As mentioned in part one we first meet Neiman in a practice room going over his rudiments before being interrupted by Fletcher who is scouting him out. We then see him on a trip to the theater with his father where we first meet Nicole, a movie attendant and future love interest. After talking to his father about Fletcher scouting him and then leaving we can tell that he’s disturbed by his father’s response that there are other opportunities, that after a certain age you gain perspective. We know now that Neiman has no interest in perspective, just greatness, though his obsession with it is still in its infancy. As the movie goes on we see him go from alternate drummer for a guy named Ryan Connolly in Nassau Band to the alternate for a particularly infuriating character named Carl Tanner in Studio Band, an ensemble lead by Fletcher himself. After his first experience playing for Fletcher in a formal setting, during which he is slapped repeatedly, he doubles down on his practicing and we see his obsession with greatness slowly coming through but is still in its incubator stage. This is followed by his first and only (that we see) date with Nicole in which Neiman expresses his belief that his fellow students don’t like him very much. We then proceed to the Overbrook Jazz Competition where after the first performance Tanner gives Neiman some music to hold onto which Neiman then loses soon after. This gives Neiman his first real chance at performing and getting exposure as he is the only one who has the piece memorized. He is soon promoted to core drummer as a result of his performance. This leads us into a rather important scene in the film, the dinner.
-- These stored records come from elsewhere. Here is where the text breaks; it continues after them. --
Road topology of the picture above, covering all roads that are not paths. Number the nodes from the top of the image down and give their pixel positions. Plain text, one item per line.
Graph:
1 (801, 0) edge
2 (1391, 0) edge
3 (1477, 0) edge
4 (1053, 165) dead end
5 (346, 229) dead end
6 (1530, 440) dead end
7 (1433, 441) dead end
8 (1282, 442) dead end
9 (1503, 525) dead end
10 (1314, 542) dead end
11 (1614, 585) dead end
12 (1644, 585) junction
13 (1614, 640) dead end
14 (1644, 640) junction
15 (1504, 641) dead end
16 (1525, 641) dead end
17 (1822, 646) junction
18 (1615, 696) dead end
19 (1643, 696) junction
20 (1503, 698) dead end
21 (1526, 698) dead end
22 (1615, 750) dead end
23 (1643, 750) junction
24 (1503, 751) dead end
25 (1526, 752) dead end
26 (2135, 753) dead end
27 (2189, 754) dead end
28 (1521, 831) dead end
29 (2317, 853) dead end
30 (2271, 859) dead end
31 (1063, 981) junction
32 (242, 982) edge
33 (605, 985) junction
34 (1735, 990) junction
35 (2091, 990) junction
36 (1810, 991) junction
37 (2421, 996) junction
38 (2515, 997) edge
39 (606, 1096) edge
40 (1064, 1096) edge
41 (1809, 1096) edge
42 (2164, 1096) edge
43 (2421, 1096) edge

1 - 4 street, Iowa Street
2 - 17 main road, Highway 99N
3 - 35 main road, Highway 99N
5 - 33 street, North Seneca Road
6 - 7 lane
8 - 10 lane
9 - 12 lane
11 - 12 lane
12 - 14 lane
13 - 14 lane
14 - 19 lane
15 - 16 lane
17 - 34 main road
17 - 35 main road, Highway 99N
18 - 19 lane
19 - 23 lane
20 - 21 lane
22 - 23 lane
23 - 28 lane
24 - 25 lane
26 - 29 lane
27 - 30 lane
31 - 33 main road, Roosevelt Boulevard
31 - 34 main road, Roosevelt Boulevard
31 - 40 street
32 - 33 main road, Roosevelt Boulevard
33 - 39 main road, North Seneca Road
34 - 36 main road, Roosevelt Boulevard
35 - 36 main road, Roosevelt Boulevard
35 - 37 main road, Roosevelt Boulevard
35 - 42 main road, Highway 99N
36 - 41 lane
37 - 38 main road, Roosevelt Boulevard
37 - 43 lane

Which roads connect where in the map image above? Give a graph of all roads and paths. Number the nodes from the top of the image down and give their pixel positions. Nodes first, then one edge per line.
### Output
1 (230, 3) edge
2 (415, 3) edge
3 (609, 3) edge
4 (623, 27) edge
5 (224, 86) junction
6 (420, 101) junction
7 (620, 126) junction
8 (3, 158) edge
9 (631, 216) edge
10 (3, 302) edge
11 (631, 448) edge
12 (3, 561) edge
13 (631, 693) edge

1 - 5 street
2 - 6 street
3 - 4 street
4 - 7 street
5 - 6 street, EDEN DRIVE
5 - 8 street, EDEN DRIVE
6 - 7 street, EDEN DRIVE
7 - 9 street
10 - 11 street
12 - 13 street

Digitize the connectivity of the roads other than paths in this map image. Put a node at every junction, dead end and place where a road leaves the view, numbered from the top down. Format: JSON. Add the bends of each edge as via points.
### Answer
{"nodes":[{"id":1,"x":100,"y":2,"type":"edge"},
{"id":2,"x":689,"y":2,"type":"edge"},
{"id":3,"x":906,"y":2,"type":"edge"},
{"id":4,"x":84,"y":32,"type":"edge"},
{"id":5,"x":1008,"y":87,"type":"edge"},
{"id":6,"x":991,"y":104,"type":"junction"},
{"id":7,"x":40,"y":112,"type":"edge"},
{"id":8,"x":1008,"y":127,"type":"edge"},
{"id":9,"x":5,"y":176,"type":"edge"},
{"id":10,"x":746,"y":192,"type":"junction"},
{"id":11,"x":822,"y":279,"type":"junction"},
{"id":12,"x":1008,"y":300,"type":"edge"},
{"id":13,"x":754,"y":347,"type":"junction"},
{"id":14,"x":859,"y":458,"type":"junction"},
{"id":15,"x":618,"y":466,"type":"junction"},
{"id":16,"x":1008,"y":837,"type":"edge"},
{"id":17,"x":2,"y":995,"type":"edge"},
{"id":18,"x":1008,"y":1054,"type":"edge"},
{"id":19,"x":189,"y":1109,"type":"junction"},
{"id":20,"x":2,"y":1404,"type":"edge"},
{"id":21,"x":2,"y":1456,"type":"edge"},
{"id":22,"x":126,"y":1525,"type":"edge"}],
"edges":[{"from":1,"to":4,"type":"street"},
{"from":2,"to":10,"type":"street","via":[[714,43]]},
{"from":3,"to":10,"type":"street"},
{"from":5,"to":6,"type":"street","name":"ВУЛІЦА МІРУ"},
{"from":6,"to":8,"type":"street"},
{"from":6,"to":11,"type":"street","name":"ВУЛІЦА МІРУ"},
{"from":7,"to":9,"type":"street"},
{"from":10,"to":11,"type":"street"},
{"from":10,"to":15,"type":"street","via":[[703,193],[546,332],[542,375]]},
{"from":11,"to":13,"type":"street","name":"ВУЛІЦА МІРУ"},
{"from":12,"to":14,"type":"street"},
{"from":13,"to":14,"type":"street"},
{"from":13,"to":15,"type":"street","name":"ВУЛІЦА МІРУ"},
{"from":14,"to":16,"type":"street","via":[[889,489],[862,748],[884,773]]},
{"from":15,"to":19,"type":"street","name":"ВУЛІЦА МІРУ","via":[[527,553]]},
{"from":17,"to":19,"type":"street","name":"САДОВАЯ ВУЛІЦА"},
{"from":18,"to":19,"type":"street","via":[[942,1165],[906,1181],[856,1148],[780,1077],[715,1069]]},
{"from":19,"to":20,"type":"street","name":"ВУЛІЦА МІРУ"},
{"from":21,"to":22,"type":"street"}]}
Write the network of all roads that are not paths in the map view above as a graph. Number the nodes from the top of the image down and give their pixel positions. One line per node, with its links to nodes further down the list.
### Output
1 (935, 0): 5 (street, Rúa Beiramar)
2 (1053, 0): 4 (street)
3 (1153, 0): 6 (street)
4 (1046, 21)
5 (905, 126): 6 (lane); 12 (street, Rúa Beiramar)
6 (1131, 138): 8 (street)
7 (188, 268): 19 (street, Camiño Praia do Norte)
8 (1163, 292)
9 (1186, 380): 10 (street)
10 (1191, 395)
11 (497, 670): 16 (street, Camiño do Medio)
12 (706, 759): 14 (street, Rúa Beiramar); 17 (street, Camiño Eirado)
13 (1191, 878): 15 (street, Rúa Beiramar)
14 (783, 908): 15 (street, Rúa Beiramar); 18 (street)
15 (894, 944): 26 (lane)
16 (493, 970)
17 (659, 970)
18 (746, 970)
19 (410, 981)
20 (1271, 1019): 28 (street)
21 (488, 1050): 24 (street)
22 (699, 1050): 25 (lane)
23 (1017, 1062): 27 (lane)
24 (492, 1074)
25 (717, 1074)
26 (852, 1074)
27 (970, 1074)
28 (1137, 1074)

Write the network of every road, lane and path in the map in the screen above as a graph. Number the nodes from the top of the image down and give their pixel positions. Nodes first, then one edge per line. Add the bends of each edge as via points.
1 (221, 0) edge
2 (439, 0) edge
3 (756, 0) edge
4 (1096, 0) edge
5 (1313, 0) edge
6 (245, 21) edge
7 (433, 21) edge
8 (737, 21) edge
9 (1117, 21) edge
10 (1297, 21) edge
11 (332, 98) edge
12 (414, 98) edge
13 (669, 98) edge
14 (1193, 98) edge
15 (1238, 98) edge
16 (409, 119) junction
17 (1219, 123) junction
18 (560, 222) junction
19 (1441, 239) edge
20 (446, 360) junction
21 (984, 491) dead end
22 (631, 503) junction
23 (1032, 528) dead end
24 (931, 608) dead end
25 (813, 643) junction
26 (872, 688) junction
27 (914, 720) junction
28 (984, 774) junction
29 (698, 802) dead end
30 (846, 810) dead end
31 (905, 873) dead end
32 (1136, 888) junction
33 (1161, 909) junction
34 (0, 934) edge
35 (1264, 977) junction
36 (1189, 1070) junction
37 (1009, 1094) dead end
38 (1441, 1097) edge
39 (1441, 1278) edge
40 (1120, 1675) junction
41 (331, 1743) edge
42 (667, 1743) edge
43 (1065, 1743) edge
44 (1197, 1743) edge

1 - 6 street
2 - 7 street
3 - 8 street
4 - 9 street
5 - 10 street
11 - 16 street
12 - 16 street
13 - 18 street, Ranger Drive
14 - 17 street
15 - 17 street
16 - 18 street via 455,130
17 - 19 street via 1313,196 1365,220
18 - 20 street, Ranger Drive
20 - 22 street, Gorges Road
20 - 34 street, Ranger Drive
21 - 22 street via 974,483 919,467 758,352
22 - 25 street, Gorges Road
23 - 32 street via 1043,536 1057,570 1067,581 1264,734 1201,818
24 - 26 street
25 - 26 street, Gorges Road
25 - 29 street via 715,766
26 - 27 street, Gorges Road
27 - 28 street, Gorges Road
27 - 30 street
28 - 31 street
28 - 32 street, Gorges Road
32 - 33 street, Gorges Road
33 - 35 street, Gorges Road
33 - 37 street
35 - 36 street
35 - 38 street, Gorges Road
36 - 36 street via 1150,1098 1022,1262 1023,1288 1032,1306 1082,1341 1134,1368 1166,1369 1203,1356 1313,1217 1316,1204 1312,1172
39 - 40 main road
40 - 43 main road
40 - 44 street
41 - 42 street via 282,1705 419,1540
We see Neiman and his family which consists of his father, aunt, uncle, and two cousins (one a division three football player and the other a “soon to be Rhodes Scholar”) gathered around the dinner table. After making general chit chat Neiman is asked how his drumming is going in which he begins to talk about before being interrupted by the entrance of his cousins, this obviously annoys him. After his aunt mentions Neiman’s drumming as an afterthought in regards to “the talent at this table” Neiman goes on the defensive. He insults his cousins and belittles their accomplishments before saying that he would rather “die broke and drunk at 34 and have people talk about me, than live to be rich and sober at 90 and nobody remember who I was.”, a reference to the fate of Charlie Parker. He mentions how nobody at the table was friends with Parker but here they are talking about him. His desire to achieve greatness really begins to shine through in this scene. As does his lack of interest in anything else other than music, including friendship and quite possibly, family. The bitter, obsessive side has finally come out of its incubation and is now going through a shockingly fast growth spurt.

After he finds out in the next scene that Fletcher has brought in Ryan Connolly to be the new core drummer we see Neiman completely lose it and kick his obsession into its highest gear by practicing to the point of injury and by getting rid of personal attachments, in this case, Nicole. The breakup scene is where we finally hear Neiman bluntly say that he wants to be great. That he wants to be one of the greats. However, in order to do that he needs to break things off because Nicole will just become a distraction and get in his way to achieving true greatness. The way he does it, the things that he says, show his lack of empathy and his ability to ignore the niceties of society.

Through what I can only describe as an absolutely perfect scene (my second favorite in the entire movie) that I won’t describe (you just have to watch it) Neiman finally earns his spot back and will be able to play as the core drummer at the upcoming Dunellen Competition. After a series of accidents Neiman is late to the competition and is told he has ten minutes to retrieve his drumsticks or else Connolly will be playing. Neiman speeds through traffic after grabbing his sticks and is t-boned by a truck that sends his car flipping (giving him literal whiplash) before landing on its roof. Neiman, dazed, bloody, and almost definitely concussed, retrieves his sticks from the wreckage and runs the final couple blocks to the competition where he fails miserably and is told that he’s finished, that he is out of the studio. He then proceeds to tackle and attack Fletcher on stage before being escorted out by cops and Connolly. This scene shows just what lengths Neiman will go to in order to achieve greatness. He puts both his real and academic life (he’s later expelled) in jeopardy just so he can achieve greatness.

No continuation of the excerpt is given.